家賃値下げ集客をしていくと、必ずトラブルが待ち構えています。

賃貸物件の供給数は、一部エリアを除き「明らかに供給過多」状態となっているため、エリア内にある賃貸物件において、稼働率が良い物件もあれば、家賃値下げをしなければ、集客することが難しい物件もあり得る話。


また今後、確実に少子高齢化社会を迎えることから、地方都市における賃貸空室率はますます悪化の一途をたどることは、もはや規制路線の話であり、最悪なケースでは「空室率50%」も決して大げさな話ではありません。


家賃値下げ集客をしていくと、必ずトラブルが待ち構えています。

競争力が低下してる築年数が経過した物件では、家賃を可能な限り「高く」してかしたいと思っていても、他社物件が「成約優先」をとり「家賃値下げ」を行ってしまうと、集客上不利になってしまうことから、管理会社担当者も「家賃を現状維持にしても、空室が埋まらない可能性があるので、ここは思い切って値下げをすることで、機会損失を減らすことができる」提案をしてくることがあるので、オーナー様も「早く家賃入金を目指したい」と思われている方は、管理会社提案を受け入れる可能性が高くなります。
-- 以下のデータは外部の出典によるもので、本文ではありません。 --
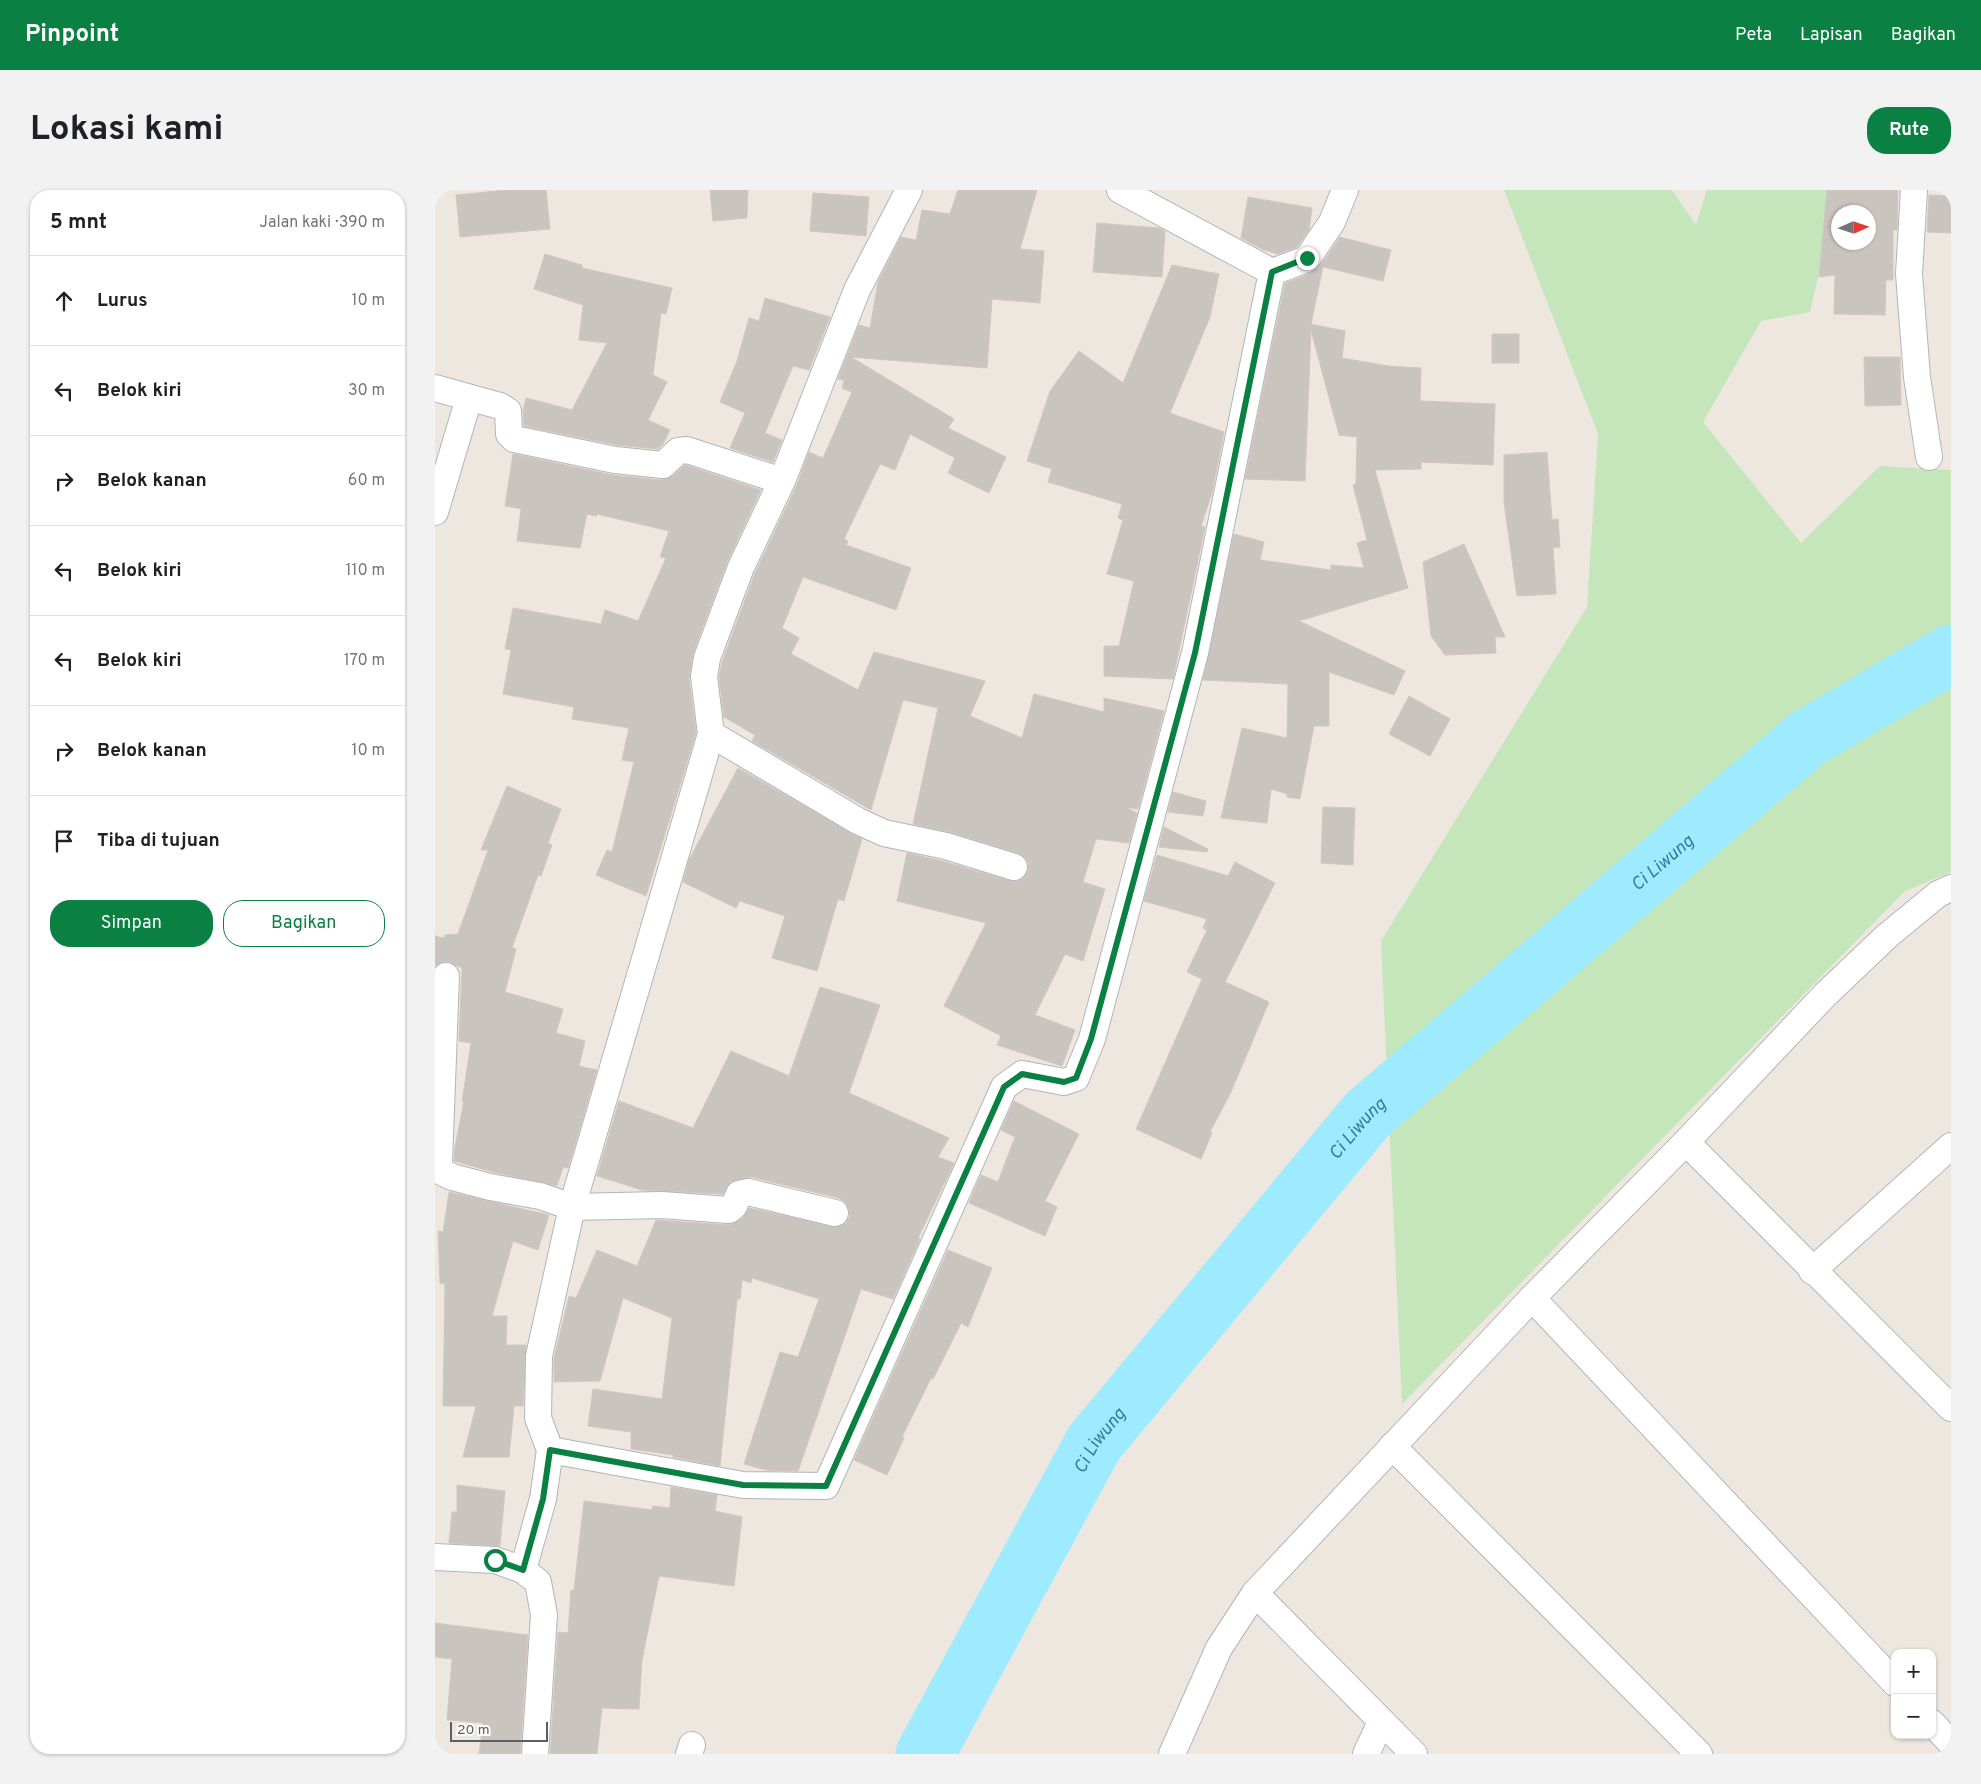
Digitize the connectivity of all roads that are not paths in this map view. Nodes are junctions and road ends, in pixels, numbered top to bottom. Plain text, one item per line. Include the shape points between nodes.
1 (909, 190) edge
2 (1120, 190) edge
3 (1345, 190) edge
4 (1914, 190) edge
5 (1272, 272) junction
6 (435, 388) edge
7 (469, 398) junction
8 (1929, 457) dead end
9 (782, 481) junction
10 (435, 512) edge
11 (711, 734) junction
12 (1014, 866) dead end
13 (1951, 888) edge
14 (446, 976) dead end
15 (1686, 1142) junction
16 (1951, 1146) edge
17 (572, 1207) junction
18 (835, 1214) dead end
19 (1812, 1271) junction
20 (1532, 1298) junction
21 (1950, 1406) edge
22 (1392, 1446) junction
23 (550, 1450) junction
24 (435, 1557) edge
25 (523, 1570) junction
26 (1255, 1593) junction
27 (1891, 1679) edge
28 (1381, 1722) junction
29 (1936, 1727) edge
30 (1951, 1743) edge
31 (535, 1754) edge
32 (1172, 1754) edge
33 (1366, 1754) edge
34 (1414, 1754) edge
35 (1699, 1754) edge

1 - 9 street via 857,290
2 - 5 street
3 - 5 street via 1332,222 1307,258
4 - 8 street via 1909,274 1917,377
5 - 23 street via 1195,653 1091,1039 1076,1078 1064,1082 1022,1074 1004,1087 826,1486 743,1485
6 - 7 street
7 - 9 street via 500,406 508,412 509,434 515,439 615,460 663,465 678,451 687,450
7 - 10 street
9 - 11 street via 741,567 707,658 704,677
11 - 12 street via 884,833 946,846
11 - 17 street
13 - 15 street via 1938,894 1887,936 1825,995
14 - 17 street via 439,1162 442,1172 452,1178 540,1196
15 - 19 street
15 - 20 street
16 - 19 street
17 - 18 street via 662,1205 729,1210 739,1194 748,1192
17 - 23 street via 539,1356 538,1418
19 - 21 street
20 - 22 street
20 - 27 street
22 - 26 street
22 - 35 street
23 - 25 street via 543,1499
24 - 25 street via 495,1560
25 - 31 street via 538,1582 544,1615
26 - 28 street
26 - 32 street via 1219,1648
28 - 33 street
28 - 34 street
29 - 30 street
ただ、これを安易にしてしまうと、トラブルのもとになってしまいます。




集客強化のために家賃を下げてしまうと、当然ながら、同じ物件内なのに「家賃が高いところと安い」部屋が存在してしまうことになるので、家賃が安い部屋にご入居されたお客様は、オトクになることは間違いありませんが、ただ損をしてしまうのは「現在ご入居されているお客様」。


賃貸物件を募集する際、多くの物件では仲介会社にお願いをして、大手賃貸サイトに物件掲載をお願いしますが、意外なことかもしれませんが、賃貸物件にご入居されているお客様も、賃貸サイト情報は「よくご覧」になっているので、もし物件内で募集を開始した部屋が、現在入居されている部屋より「安く貸し出しを行っている」と、当然現入居者様は、不利になってしまいます。



もし現在の家賃と、家賃相場に大きな乖離が発生している場合においては、借主は「借地借家法」に基づいて「家賃減額請求」を行う権利があるため、もしこの権利を主張してきた場合においては、貸主であるオーナー様は「その要求を受け入れなければならなく」なるので、家賃収益に悪影響を及ぼしてしまいます。




家賃減額請求が認められた場合、当然ながらご入居者様は「円満回答」となるため、上機嫌となるのは当たり前ですが、ただここでさらなる心配が発生してしまいます。


それは、家賃減額が認められた事実を、他のご入居者様に「こっそりと教えてしまう」可能性が出てくることです。


管理会社側も「家賃減額に関しては内密にしておいてください」とお願いする可能性がありますが、口が軽い方で「ご近所付き合いがある」場合は、確実にこの情報はただ漏れとなってしまうため、情報を聞きつけたご入居者様は「更新のタイミング」で、家賃減額請求を行ってきます。




つまり、1回の家賃減額を認めたことによって、ドミノ倒しのように「連鎖状態が続く」ことになることから、こうなってしまうと「家賃収入」は毎年減少していくので、オーナー様としてみたら、ある意味において「貸せば貸すほど赤字状態」になってしまう可能性も出てきます。


借地借家法の家賃減額請求権は、借主に与えられている「正当権利」であることから、これを無視することはできません。ただ、少しでもこれを回避するためには「家賃相場を意識した集客」は行わないことが肝要となってきます。


弊社物件は「日本一空室率が悪い山梨県」にあり、また築年数は28年であるため、賃貸業界的な集客方法としては「家賃相場を意識した家賃設定」をするのがベターではありますが弊社では「家賃相場並みに設定してしまうと、収益が悪化してしまう」ことが、シミュレーション上すでにわかっていることから、家賃値上げを目的とした差別化したリノベーションを行い、現在(2021年10月)満室となっています。


家賃値上げをしたリノベーション部屋にご入居されているお客様は

弊社リノベーション部屋の家賃が相場より高い

事は誰もが承知していますが、ただ付加価値が通常のリノベーション部屋以上にあることがわかっているため、家賃が高いといった意識を持っていない方が殆ど!


つまり、家賃は相場より高いけれど「お部屋に納得」して頂いているため、ご入居して頂いていることから、恐らくではありますが、今後家賃減額請求は行ってこないと思われます。